>>>
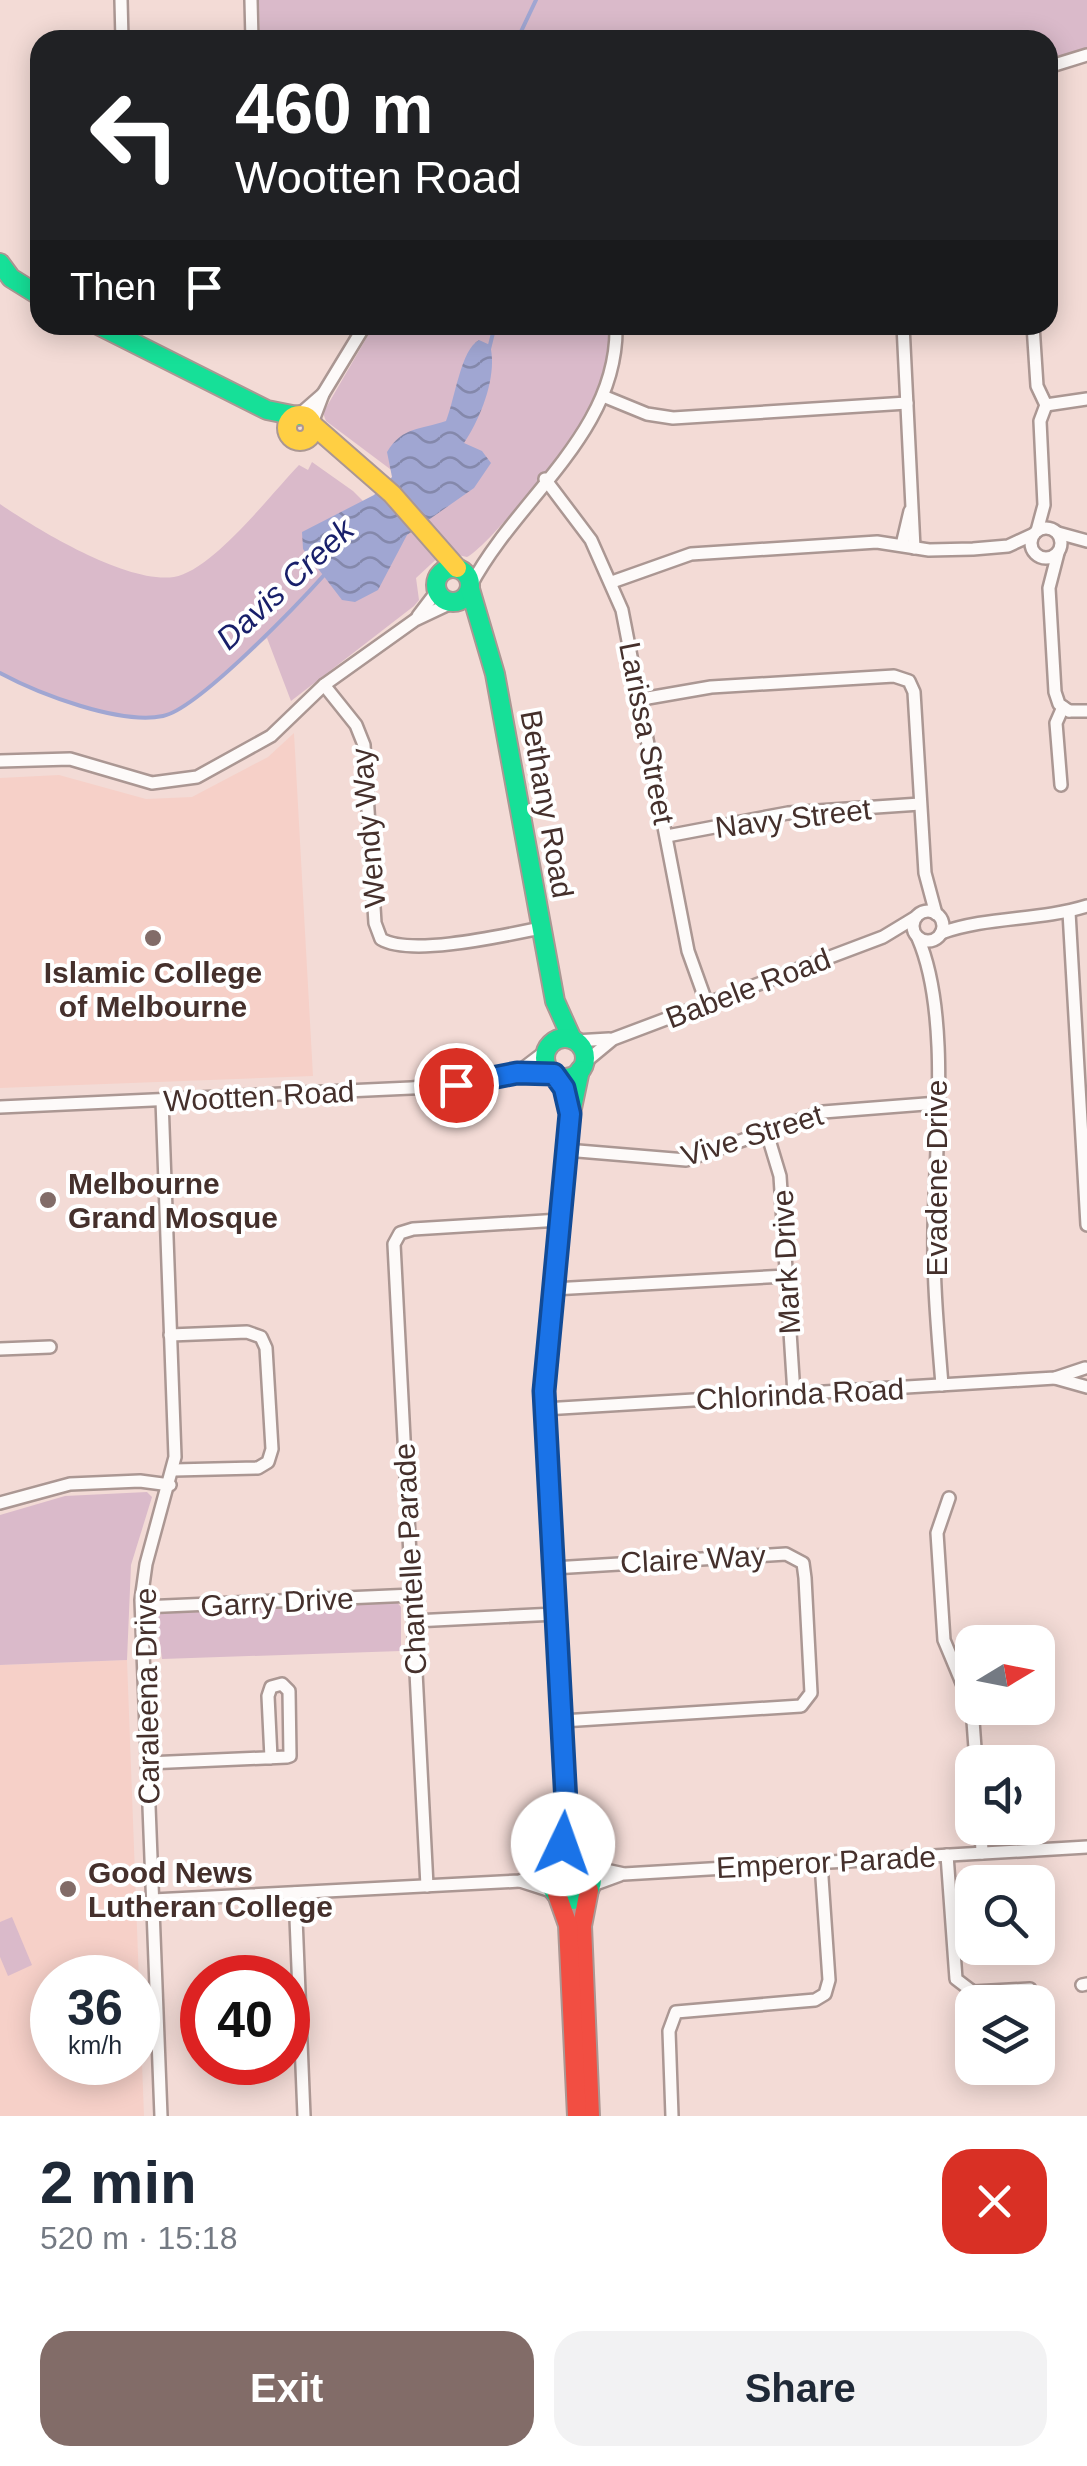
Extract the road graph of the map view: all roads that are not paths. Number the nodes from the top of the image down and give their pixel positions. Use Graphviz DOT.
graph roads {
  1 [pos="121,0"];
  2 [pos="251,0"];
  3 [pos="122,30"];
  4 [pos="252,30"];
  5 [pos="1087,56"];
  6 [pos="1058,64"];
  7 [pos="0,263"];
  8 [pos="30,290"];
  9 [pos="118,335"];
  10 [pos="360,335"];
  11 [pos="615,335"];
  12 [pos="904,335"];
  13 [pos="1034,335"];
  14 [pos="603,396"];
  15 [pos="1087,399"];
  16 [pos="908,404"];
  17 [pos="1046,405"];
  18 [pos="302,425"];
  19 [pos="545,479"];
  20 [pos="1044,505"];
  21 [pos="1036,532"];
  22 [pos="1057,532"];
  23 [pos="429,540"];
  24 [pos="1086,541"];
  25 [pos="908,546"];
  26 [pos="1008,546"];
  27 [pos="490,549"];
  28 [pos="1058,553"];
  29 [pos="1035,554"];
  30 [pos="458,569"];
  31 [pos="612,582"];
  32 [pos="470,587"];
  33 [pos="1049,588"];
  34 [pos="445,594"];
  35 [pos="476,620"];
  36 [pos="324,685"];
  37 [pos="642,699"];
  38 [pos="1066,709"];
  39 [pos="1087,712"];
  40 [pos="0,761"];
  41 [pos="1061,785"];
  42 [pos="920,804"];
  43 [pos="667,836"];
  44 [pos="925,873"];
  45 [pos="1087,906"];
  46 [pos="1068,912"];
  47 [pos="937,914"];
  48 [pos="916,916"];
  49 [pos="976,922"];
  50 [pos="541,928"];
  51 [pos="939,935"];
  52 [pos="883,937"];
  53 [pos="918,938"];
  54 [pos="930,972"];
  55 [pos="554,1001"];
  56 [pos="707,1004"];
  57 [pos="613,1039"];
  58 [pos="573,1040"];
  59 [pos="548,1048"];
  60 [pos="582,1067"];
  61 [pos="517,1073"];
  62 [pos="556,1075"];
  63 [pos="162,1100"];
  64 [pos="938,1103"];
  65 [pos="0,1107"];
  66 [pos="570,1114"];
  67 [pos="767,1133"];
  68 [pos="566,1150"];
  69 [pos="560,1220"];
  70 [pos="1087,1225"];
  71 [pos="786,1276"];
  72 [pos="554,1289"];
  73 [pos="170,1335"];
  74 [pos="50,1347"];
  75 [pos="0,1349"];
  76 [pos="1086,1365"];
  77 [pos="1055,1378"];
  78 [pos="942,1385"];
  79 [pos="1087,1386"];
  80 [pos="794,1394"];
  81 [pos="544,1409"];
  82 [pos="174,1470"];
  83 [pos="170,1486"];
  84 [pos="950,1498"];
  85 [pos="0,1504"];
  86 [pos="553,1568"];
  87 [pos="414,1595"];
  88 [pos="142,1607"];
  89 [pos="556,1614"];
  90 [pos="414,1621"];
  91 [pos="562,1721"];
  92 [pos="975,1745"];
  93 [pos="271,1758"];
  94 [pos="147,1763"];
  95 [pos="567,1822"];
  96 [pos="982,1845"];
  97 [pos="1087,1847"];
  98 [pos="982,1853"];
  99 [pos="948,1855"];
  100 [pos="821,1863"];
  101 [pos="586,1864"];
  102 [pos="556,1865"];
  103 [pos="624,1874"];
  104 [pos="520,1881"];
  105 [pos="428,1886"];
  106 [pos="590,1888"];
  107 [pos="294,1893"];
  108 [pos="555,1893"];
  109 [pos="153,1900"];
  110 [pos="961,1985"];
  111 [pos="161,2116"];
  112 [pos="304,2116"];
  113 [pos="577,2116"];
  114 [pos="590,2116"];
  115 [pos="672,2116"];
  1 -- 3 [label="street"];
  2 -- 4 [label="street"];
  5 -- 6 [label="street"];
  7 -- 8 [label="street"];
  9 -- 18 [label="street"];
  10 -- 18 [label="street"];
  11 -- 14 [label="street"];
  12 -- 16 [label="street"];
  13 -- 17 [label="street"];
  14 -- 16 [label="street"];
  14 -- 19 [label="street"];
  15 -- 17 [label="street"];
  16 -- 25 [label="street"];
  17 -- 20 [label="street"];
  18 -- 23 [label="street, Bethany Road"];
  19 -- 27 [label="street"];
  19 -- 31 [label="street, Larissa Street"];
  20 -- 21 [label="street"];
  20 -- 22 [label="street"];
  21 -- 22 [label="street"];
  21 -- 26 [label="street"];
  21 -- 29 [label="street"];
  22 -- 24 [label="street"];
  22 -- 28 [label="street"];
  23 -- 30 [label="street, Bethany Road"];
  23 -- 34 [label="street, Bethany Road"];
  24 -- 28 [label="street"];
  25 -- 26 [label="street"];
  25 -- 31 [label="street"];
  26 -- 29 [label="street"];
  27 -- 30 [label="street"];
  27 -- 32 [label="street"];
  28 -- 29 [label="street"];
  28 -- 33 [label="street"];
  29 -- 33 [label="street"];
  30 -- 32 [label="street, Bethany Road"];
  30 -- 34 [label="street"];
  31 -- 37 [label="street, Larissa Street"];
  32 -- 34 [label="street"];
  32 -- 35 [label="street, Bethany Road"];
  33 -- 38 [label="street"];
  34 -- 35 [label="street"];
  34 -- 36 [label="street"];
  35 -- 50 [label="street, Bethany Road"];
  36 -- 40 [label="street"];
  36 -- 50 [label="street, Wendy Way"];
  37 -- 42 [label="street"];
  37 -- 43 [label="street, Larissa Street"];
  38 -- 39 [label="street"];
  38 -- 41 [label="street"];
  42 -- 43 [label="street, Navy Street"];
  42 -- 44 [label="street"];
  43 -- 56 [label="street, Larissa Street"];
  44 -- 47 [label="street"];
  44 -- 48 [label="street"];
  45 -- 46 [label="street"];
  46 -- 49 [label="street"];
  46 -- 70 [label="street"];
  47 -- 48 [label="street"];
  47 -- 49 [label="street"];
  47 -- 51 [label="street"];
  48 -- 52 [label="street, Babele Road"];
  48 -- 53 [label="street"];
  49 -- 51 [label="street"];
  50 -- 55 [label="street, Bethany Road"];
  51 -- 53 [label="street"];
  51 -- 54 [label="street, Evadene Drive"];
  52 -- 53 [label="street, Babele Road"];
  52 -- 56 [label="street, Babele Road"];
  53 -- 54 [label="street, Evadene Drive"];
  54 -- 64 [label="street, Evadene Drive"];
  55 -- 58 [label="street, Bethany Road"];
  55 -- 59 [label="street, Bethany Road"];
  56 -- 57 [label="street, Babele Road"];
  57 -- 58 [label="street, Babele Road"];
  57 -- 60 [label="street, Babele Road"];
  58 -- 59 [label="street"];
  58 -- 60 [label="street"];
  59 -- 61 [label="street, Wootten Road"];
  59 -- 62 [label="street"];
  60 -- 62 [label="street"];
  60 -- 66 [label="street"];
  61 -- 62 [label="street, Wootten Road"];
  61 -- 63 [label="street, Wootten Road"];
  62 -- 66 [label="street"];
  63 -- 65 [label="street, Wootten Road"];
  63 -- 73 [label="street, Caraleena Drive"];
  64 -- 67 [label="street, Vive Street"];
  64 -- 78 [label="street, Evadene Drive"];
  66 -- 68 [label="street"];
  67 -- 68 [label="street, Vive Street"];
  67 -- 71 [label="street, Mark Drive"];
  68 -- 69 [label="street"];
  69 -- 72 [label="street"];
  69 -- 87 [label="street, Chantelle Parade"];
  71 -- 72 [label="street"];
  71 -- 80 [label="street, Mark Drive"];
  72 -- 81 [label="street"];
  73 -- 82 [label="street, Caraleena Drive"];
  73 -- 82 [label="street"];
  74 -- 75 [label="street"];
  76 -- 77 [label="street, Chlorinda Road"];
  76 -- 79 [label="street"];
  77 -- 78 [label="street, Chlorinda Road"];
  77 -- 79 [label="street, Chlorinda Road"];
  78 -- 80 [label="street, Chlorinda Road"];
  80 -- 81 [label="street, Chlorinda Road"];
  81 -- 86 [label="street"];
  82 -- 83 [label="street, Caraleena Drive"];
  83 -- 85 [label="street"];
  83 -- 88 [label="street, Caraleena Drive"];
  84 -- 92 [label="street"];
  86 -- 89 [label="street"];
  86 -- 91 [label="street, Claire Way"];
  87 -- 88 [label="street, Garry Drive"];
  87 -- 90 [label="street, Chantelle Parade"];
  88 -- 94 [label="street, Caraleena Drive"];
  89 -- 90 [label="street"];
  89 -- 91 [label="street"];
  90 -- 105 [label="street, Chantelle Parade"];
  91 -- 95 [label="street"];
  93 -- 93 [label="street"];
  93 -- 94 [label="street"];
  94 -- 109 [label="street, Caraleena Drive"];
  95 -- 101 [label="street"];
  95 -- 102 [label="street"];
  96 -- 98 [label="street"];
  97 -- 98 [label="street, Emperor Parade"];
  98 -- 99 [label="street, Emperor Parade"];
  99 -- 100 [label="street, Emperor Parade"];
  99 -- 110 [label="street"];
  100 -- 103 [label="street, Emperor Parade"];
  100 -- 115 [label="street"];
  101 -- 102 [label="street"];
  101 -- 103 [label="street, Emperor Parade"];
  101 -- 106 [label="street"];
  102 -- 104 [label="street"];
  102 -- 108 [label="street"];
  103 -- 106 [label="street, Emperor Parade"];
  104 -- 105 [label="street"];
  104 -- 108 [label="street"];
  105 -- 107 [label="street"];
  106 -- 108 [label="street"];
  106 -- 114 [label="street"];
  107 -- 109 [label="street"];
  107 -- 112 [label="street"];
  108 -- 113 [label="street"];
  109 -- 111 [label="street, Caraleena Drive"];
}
<<<
>>>
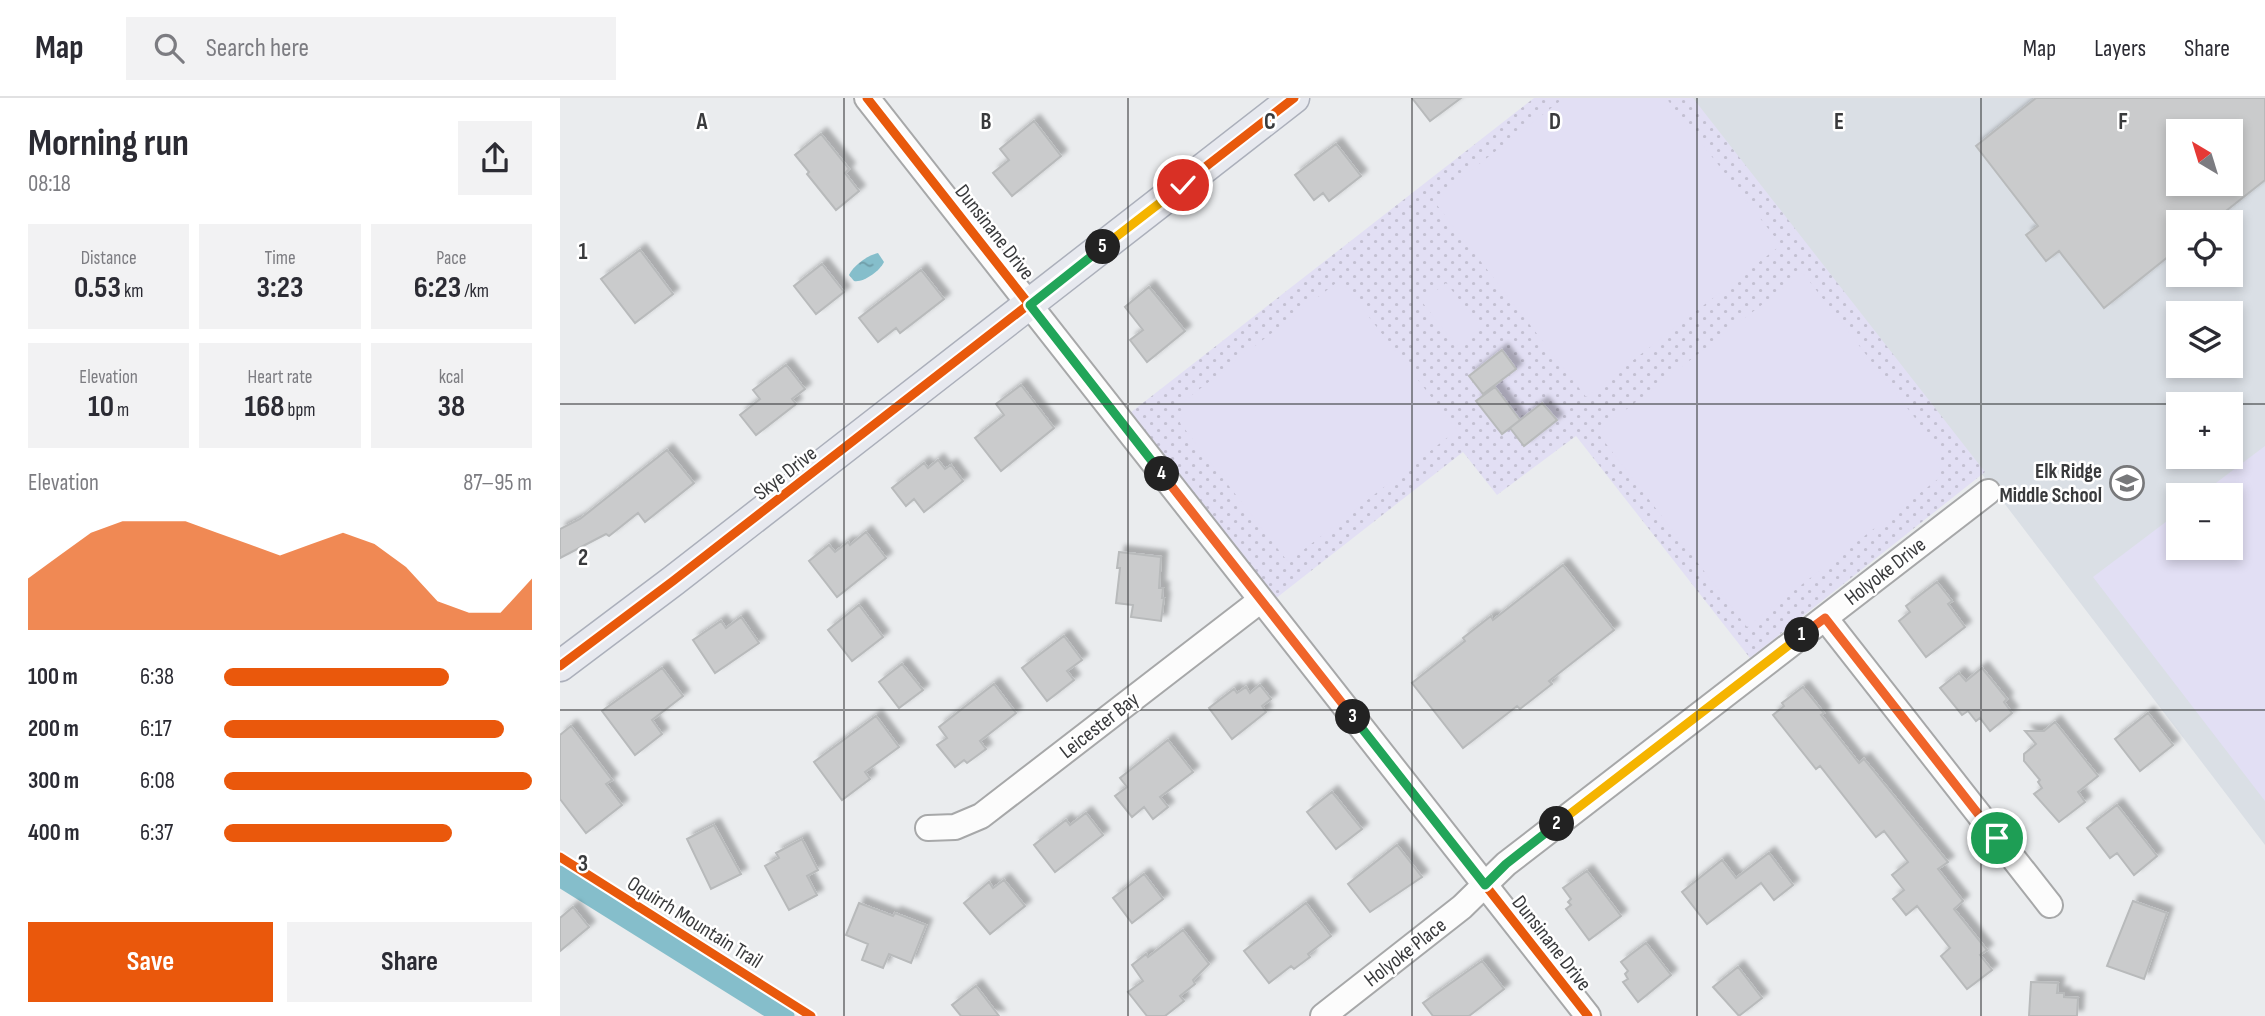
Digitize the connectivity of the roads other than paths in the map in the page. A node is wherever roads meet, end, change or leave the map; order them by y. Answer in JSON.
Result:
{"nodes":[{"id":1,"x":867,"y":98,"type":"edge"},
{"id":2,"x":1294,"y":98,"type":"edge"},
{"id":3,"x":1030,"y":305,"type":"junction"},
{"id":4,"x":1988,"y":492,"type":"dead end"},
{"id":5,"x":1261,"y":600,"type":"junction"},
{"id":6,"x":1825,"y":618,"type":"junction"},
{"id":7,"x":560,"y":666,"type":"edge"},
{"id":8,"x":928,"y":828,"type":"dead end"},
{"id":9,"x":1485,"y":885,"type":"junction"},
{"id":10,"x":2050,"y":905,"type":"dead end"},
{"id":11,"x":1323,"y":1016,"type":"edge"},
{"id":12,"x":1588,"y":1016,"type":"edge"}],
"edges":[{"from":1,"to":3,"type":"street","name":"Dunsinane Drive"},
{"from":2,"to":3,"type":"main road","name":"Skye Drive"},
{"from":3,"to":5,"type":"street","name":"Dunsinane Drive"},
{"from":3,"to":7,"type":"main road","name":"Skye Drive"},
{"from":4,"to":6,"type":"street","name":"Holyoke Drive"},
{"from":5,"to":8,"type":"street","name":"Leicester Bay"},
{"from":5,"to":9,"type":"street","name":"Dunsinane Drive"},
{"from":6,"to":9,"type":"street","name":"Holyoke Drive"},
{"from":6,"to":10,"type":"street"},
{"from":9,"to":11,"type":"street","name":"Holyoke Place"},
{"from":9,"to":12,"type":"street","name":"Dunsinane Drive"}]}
<<<
→ **TASK TO COMPLETE**
Each line of the listing that contains the word "nodes" must be counted. Give only the resulting figure.

→ **SOLUTION BELOW**
2